Кир со скучающим видом сплюнул.

— Что с ним? — спросил он, мельком взглянув на мертвеца. — Чего ты так уставился на него?

Тимьян очнулся от оцепенения и посмотрел на товарища. Привычное раздражение, возникавшее всегда, когда рядом находился «сынок пузана», исчезло. Парень спас ему жизнь и добровольно пошел с ним, не подозревая, с кем придется иметь дело.

Странно это: чувствовать поддержку. Бескорыстную. От человека, которого презираешь. Надо быть честным — ведь он недолюбливал Кира. Ослепительного, черт его дери.

— Что молчишь? — повторил Кир.

— Это знак, — сказал, наконец, Тимьян. — Знак, что он раб и не стоит осквернять его кровью и плотью бледу. Клинок «бессмертных».

«Орудие убийства священно, — говорил Туут. — Лишая жизни любое живое создание, ты бросаешь вызов богам. И только Ии сможет оградить тебя от проклятия и кары. Запомни, низший, бледа — это дар того, кто вечно в тени. Нельзя пятнать бледу кровью раба, кровью животных и кровью недостойных. Для этого есть руки. Или палка. Палка для раба — самое то».

— Но вот же кровь? — указал Кир на полотенце. — Разве нет? И зачем они заткнули ему рот? Они что, пытали его?

— Тряпка нужна для того, чтобы рот был открыт. Глаза и рот открыты. Это значит, что он будет слеп и нем в ином мире. Он будет раб.

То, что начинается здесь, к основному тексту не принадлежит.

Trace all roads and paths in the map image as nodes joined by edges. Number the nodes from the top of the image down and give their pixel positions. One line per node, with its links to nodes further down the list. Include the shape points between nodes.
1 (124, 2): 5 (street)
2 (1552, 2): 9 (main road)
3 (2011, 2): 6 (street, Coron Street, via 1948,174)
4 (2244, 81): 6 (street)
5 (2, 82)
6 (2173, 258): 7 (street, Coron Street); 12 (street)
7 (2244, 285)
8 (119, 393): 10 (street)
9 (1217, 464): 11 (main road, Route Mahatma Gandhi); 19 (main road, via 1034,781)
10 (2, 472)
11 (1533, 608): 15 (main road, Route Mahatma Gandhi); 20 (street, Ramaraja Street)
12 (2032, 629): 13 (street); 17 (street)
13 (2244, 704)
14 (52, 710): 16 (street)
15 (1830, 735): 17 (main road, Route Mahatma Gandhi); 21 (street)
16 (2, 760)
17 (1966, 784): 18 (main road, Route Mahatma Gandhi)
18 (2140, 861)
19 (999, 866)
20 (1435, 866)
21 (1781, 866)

А кровь — это печать. Убийца, жертвуя частичкой собственной крови, открывает врата ям скорби. А иначе бедолага остался бы в соме. В небытии. Его душа сгинула бы. Это плохо… Демону плоти требуются рабы. Ии нуждается в достойных. Нужно всего лишь правильно умереть. Питать сому — страшный грех.

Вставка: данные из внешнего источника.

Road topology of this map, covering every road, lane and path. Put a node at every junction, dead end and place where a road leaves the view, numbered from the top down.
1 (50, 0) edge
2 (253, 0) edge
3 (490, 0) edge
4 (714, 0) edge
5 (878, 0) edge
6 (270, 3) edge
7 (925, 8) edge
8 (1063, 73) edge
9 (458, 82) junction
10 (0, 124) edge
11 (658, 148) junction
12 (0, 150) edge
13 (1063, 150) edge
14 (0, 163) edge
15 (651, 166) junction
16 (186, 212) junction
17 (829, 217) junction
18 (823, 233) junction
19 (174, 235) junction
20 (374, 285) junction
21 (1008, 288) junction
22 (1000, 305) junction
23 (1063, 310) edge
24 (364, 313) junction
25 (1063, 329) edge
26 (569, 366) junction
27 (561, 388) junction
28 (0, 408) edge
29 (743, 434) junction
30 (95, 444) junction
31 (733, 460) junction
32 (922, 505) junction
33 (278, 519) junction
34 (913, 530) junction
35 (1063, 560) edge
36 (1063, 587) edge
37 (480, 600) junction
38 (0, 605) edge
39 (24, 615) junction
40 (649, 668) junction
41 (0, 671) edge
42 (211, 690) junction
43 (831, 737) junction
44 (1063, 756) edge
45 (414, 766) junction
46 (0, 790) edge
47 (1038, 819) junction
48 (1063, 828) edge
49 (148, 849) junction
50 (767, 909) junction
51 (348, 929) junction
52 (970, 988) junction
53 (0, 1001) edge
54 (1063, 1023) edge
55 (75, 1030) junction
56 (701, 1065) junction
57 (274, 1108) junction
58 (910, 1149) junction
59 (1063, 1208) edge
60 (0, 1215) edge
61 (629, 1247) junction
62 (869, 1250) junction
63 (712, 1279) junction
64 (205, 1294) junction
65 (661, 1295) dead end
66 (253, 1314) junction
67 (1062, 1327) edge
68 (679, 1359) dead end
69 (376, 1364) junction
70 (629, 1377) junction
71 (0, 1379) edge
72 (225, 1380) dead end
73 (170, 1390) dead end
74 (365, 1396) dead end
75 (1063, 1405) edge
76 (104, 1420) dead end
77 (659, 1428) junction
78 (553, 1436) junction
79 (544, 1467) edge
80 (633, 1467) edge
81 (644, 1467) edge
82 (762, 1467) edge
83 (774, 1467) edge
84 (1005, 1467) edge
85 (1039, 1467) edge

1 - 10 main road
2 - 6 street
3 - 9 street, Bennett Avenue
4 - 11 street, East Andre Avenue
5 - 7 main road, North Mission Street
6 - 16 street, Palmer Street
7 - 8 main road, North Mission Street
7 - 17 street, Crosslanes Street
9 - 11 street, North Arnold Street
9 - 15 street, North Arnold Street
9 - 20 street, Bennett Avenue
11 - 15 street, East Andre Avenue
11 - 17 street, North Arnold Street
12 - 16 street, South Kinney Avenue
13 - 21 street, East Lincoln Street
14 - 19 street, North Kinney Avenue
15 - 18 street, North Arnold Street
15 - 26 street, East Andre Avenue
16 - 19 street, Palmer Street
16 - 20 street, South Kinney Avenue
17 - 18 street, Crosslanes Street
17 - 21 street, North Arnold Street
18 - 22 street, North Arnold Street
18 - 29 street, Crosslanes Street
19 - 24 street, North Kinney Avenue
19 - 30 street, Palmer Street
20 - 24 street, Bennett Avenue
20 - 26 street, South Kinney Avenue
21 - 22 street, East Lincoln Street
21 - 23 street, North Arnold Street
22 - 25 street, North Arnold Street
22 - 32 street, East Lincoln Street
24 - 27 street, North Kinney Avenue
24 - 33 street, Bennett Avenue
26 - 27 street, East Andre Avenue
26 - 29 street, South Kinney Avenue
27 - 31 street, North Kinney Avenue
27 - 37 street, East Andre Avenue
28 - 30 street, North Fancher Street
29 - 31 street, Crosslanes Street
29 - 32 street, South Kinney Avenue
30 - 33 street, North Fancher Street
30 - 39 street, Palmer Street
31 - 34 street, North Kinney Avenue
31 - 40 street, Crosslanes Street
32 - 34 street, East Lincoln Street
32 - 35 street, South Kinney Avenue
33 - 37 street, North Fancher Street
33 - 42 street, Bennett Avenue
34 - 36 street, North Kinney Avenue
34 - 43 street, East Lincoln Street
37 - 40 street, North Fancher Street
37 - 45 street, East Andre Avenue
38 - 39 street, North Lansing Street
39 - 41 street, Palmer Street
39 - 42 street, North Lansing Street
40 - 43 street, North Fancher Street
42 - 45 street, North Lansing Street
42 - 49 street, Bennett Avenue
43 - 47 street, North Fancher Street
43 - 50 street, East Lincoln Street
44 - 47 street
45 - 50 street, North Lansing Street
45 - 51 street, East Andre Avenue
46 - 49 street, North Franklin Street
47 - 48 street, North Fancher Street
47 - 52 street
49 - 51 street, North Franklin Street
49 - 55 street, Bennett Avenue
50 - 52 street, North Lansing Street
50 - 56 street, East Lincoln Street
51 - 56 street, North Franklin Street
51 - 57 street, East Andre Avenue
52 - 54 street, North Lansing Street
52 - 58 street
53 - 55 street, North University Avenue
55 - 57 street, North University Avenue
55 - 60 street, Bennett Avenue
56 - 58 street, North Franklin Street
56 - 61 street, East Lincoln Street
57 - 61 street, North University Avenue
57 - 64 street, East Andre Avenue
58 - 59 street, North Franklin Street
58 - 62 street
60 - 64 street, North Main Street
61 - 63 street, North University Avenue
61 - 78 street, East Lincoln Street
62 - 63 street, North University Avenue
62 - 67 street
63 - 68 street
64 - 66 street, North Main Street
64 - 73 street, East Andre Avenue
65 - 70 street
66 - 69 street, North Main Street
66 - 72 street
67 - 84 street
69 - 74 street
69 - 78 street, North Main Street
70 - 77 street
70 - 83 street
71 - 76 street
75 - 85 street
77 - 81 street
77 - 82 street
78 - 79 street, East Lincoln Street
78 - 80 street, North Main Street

Тимьян вдруг заметил, что Кир рассматривает его со смесью любопытства и… страха. Все, кто имел дело с «бессмертными», рано или поздно начинали испытывать страх.

— Кем ты был в прошлой жизни? — Серьезный тон Кира немного обескуражил. Как будто Ослепительный впервые в жизни увидел Тимьяна без маски.

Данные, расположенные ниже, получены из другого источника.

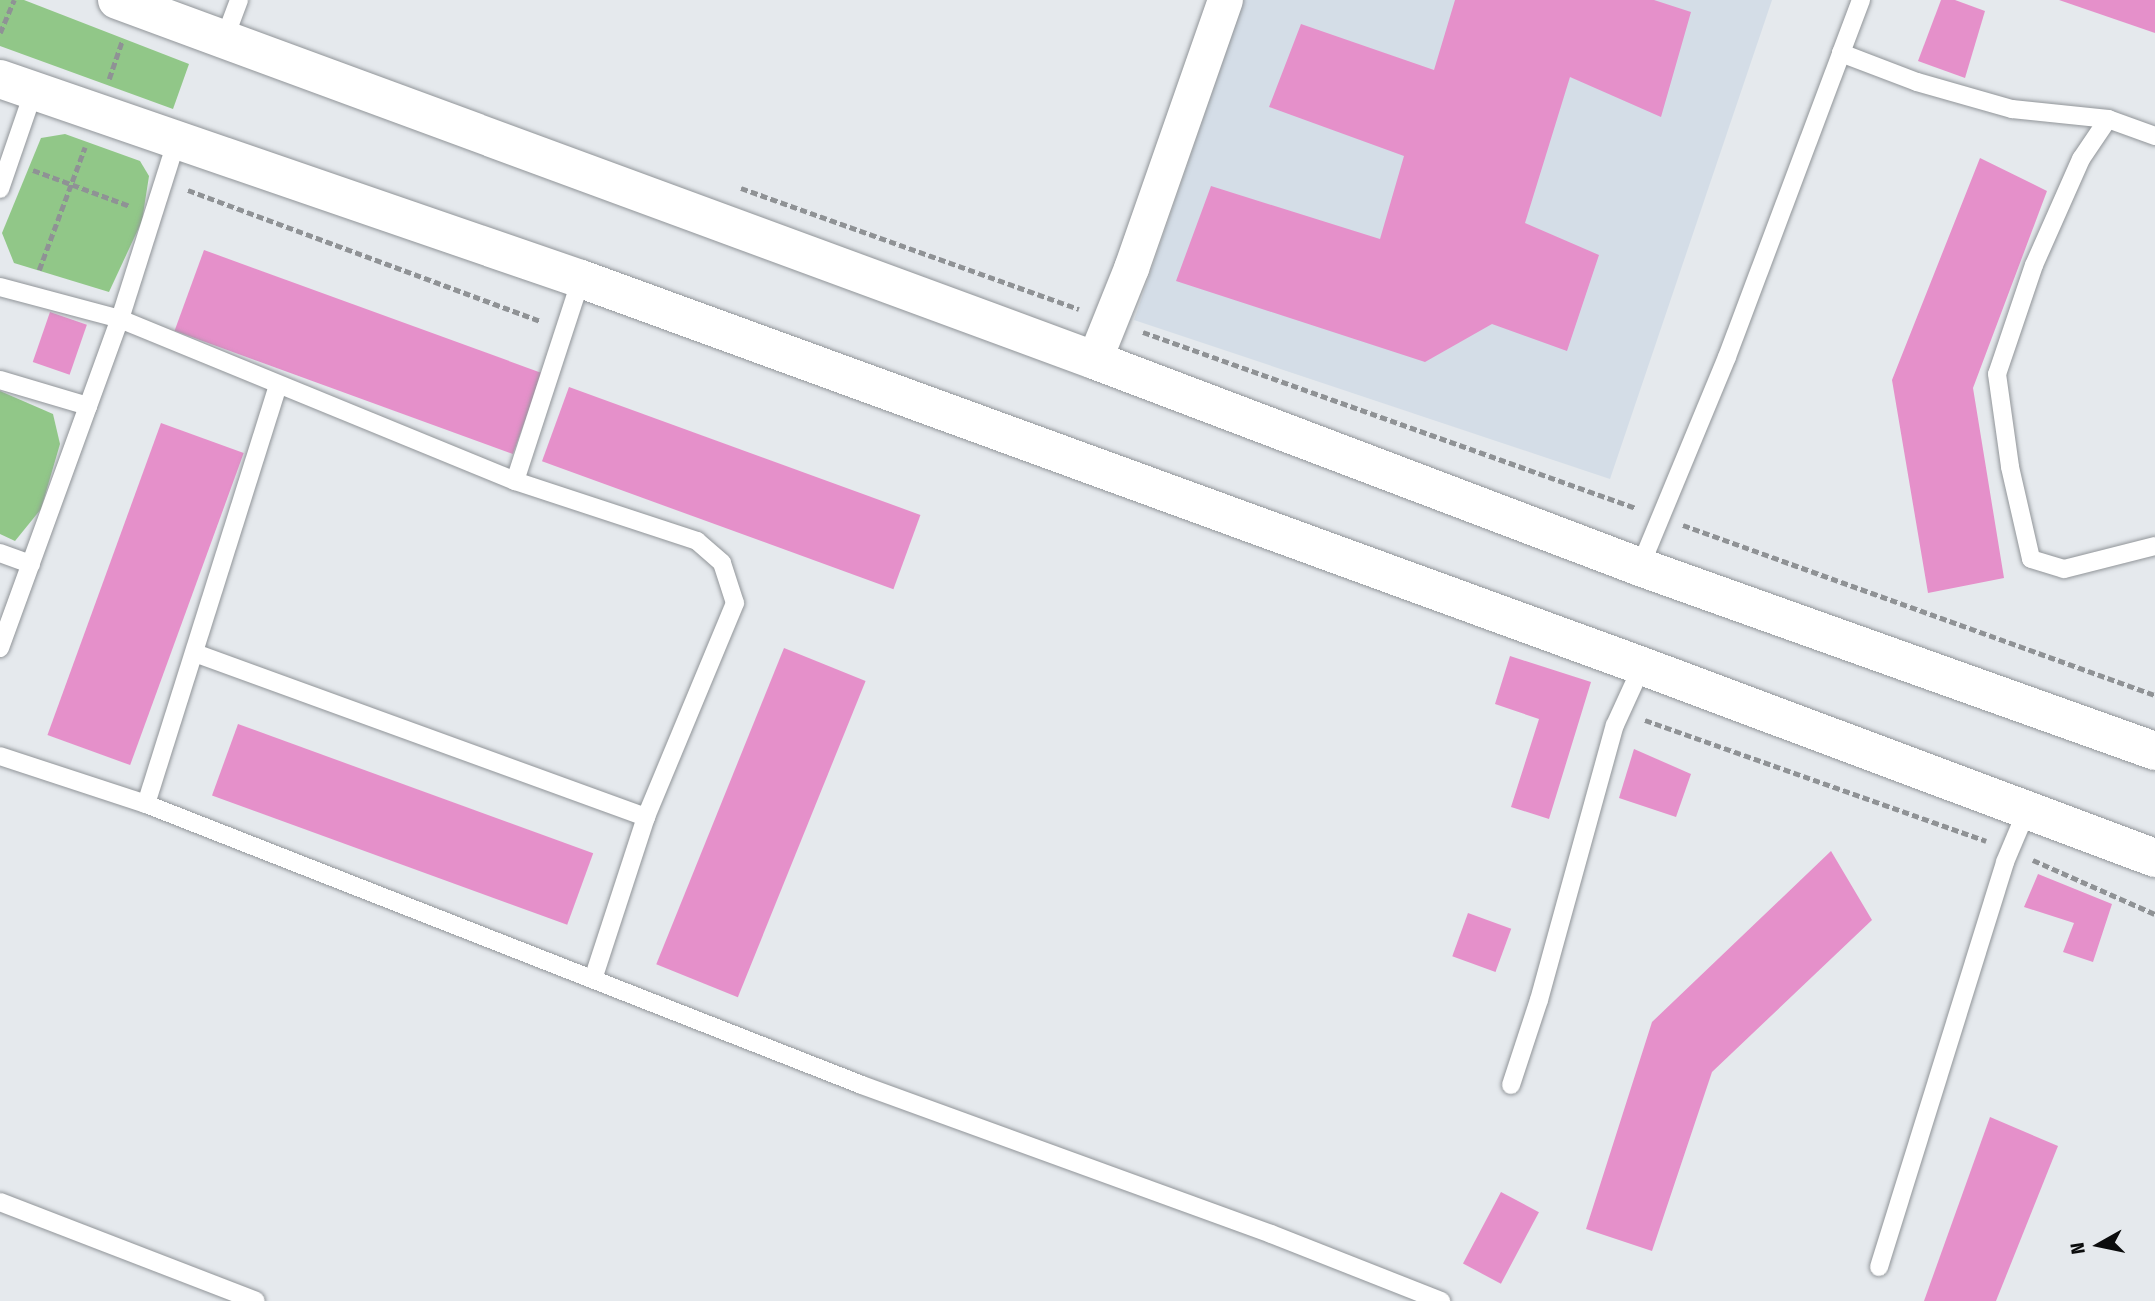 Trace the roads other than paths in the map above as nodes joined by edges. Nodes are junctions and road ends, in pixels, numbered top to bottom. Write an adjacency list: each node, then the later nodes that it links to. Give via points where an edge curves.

Да так и было, на самом-то деле. Он всегда носил маску.

— Убийцей, — ответил Тимьян.

— Не простым убийцей, насколько я так понимаю?

— Не простым… Убить человека просто, Кир. Убить так, как это делают они — не может никто. — Тимьян посмотрел Киру в глаза. — Надо спрятаться. Они придут.

— И что тогда?

— Посмотрим. Ты готов? Помни, ты сильно рискуешь. Если уйдешь, я пойму.

— Нет. Мы братство, как-никак. Я не боюсь смерти. Иначе я не стал бы наемником.

— Хорошо.

— Но вот вопрос: куда делись остальные?

Тимьян пожал плечами.

— Ушли. Или их унесли. Неважно.

— Лучшее место для засады — крыша. Я люблю крыши. Особенно ночью.

— Те, кого мы будем ждать, знают об этом. Мы останемся здесь. Спрячемся.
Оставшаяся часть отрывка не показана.